Einsatzgruppen mobile shooting squads were re-activated to eradicate Ukraine’s Jews. Their mission, with the help of local collaborators, was to shoot to kill all Jews regardless of gender, age, disability or religious belief.

In all, they shot and killed 1.5 million Jews in Ukraine. Although all Jews were primary targets, Jews were not the only victims of the Einsatzgruppen. Also killed by bullets were Roma and Russian POWs, among others.

The Einsatzgruppen serial killing frenzies ranged from shooting small groups of Jews to launching mass operations like the Babi Yar massacre, where in September 1941 the squads shot and killed 33,771 Jews in two days, in one of the largest mass slaughters at a single site during World War II. Babi Yar, located just outside of Kyiv, is now a memorial site in Ukraine.

Support local journalism by subscribing to your Blank Slate Media community newspaper for just $50 a year.

While there were Ukrainians who collaborated with Nazi Germany, they were a minority and a subset of far-right nationalists who hated Jews and Soviets.

Many more non-Jewish Ukrainians fought against the Germans, risking their lives to provide safety for Jews during the Holocaust. In fact, there are more than 26,000 Ukrainians recognized among the Righteous Among Nations by Yad Vashem, the World Holocaust Remembrance Center.

Putin’s use of “denazification” today is intended to evoke and reinforce a sense of collective trauma and sacrifice that originated during WWII —— and now to justify the genocide he has authored in Ukraine.

By conjuring the past and creating a twisted narrative about the present, Putin would like the world to think “we Russians kick the ass of Nazis to keep the world safe.”

“It is especially dangerous to exploit the memory of the Holocaust as a rhetorical cudgel,” said Friedberg. “We owe the survivors more than that.
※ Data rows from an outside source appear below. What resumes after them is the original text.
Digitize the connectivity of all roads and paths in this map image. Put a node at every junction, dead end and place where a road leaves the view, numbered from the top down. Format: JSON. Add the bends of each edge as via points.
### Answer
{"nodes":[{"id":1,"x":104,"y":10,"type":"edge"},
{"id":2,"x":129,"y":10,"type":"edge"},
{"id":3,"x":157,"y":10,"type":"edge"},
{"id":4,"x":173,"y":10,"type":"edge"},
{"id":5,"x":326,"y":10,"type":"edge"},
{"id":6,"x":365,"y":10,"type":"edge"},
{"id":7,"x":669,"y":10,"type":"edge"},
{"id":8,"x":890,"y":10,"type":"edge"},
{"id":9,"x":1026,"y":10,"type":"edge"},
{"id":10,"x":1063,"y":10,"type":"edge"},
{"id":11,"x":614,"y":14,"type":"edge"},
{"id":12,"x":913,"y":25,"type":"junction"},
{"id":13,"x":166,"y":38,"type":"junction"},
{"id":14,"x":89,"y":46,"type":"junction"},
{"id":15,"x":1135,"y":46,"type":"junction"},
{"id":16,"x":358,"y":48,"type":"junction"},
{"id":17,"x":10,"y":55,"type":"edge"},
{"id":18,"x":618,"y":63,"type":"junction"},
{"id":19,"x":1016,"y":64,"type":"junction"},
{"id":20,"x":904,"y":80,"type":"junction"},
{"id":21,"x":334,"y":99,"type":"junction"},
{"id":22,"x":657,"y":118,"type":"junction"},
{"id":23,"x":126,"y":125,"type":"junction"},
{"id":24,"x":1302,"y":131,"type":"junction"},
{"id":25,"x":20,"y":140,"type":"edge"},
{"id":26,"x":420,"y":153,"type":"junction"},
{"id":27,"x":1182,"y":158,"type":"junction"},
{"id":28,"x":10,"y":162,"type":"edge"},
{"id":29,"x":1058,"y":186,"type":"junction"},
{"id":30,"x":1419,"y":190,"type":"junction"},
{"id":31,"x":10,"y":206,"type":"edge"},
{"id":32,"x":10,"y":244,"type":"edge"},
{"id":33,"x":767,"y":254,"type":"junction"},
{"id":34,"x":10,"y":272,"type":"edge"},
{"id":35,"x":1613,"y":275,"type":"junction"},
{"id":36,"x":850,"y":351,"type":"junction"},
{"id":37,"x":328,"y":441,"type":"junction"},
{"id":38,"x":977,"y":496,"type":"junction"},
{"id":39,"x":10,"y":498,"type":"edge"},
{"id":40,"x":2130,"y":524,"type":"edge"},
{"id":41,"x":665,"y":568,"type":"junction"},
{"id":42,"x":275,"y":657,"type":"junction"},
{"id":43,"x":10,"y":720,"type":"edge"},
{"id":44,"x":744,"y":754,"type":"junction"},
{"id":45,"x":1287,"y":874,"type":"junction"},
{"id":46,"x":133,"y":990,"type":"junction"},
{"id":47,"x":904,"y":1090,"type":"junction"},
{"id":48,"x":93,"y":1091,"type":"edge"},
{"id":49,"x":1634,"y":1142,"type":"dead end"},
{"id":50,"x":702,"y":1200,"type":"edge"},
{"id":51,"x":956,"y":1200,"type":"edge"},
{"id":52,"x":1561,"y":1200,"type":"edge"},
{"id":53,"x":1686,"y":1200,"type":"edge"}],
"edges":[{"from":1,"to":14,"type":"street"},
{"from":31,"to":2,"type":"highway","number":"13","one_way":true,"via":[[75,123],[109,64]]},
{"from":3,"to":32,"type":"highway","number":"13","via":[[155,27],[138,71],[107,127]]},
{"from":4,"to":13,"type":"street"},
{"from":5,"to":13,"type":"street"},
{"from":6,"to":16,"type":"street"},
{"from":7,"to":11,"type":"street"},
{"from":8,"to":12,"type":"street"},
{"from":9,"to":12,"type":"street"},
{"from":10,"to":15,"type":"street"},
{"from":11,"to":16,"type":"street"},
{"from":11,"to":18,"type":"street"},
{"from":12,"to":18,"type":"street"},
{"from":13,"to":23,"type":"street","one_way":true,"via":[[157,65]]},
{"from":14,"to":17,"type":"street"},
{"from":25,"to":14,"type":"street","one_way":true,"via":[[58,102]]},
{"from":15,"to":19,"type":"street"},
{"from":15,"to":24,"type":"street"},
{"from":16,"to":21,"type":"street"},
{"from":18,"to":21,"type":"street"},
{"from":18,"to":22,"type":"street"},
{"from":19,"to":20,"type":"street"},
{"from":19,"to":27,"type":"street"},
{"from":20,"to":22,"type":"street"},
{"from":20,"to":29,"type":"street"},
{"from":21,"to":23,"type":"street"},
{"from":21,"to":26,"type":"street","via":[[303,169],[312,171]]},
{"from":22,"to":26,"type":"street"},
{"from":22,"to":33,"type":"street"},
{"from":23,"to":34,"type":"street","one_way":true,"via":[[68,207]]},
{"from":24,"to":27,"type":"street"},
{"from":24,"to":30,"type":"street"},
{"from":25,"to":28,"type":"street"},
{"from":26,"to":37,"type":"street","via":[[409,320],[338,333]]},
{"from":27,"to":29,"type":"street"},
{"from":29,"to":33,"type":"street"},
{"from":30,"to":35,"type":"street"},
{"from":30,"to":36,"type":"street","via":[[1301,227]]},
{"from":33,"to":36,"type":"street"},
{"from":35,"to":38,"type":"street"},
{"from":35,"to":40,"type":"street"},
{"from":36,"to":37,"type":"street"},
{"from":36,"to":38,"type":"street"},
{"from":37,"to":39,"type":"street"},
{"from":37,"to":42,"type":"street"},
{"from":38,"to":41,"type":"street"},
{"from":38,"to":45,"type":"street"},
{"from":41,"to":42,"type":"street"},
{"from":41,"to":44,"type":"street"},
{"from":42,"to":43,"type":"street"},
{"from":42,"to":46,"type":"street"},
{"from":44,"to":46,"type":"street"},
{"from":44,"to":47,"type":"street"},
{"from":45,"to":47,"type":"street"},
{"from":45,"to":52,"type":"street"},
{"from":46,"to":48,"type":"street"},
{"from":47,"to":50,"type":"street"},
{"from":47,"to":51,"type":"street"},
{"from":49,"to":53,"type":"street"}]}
And we owe ourselves more than that.”

Putin’s true aim, barely obscured, is to delegitimize the idea that Ukrainians can determine their own destiny and to kill as many of them as he can along the way.

Denazification? Hardly.

Putin had not anticipated in his wildest dreams that President Volodymyr Zelenskyy, a Jew who lost family in the Holocaust, would become a symbol of Ukrainian patriotism and leading voice for national unity.

As for the temptation to refer to Putin as a modern-day Hitler, his own special place among world history’s genocidal tyrants is already reserved.

Hitler need not be evoked to explain Putin.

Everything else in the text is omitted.